» **Work to be completed**: Your answer should be the lines of the data below that contain "main".

» **Records for this exercise**:
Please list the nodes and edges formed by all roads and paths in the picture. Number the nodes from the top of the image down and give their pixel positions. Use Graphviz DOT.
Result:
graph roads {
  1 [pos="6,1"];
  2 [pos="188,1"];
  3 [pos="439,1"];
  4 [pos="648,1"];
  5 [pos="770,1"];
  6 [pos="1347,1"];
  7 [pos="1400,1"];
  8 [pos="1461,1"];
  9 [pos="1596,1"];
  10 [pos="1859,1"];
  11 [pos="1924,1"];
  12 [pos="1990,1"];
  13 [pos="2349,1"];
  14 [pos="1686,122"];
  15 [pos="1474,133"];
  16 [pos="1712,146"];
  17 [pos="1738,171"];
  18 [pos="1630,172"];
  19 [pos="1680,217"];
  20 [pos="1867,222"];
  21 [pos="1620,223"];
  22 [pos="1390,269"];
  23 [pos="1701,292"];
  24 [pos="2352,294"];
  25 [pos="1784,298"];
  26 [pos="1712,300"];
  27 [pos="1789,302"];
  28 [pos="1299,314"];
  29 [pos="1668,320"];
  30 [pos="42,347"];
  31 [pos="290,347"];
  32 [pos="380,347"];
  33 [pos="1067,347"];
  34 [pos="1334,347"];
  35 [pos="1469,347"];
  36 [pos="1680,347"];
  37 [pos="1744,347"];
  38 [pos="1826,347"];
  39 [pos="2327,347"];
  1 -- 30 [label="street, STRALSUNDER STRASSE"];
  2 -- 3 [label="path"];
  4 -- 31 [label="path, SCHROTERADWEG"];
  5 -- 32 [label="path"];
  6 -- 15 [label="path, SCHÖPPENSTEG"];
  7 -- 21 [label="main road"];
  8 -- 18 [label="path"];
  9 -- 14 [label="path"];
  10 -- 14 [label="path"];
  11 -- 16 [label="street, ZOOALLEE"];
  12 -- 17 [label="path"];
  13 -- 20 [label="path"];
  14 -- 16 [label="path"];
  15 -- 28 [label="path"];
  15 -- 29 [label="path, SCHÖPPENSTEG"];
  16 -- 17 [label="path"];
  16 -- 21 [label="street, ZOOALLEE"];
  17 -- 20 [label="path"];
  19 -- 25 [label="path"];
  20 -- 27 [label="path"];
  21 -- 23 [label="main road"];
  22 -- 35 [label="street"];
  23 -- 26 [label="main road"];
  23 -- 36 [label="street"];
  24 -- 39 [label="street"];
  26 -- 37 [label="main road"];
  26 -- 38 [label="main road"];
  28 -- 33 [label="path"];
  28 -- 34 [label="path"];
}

» **Output for this exercise**:
  7 -- 21 [label="main road"];
  21 -- 23 [label="main road"];
  23 -- 26 [label="main road"];
  26 -- 37 [label="main road"];
  26 -- 38 [label="main road"];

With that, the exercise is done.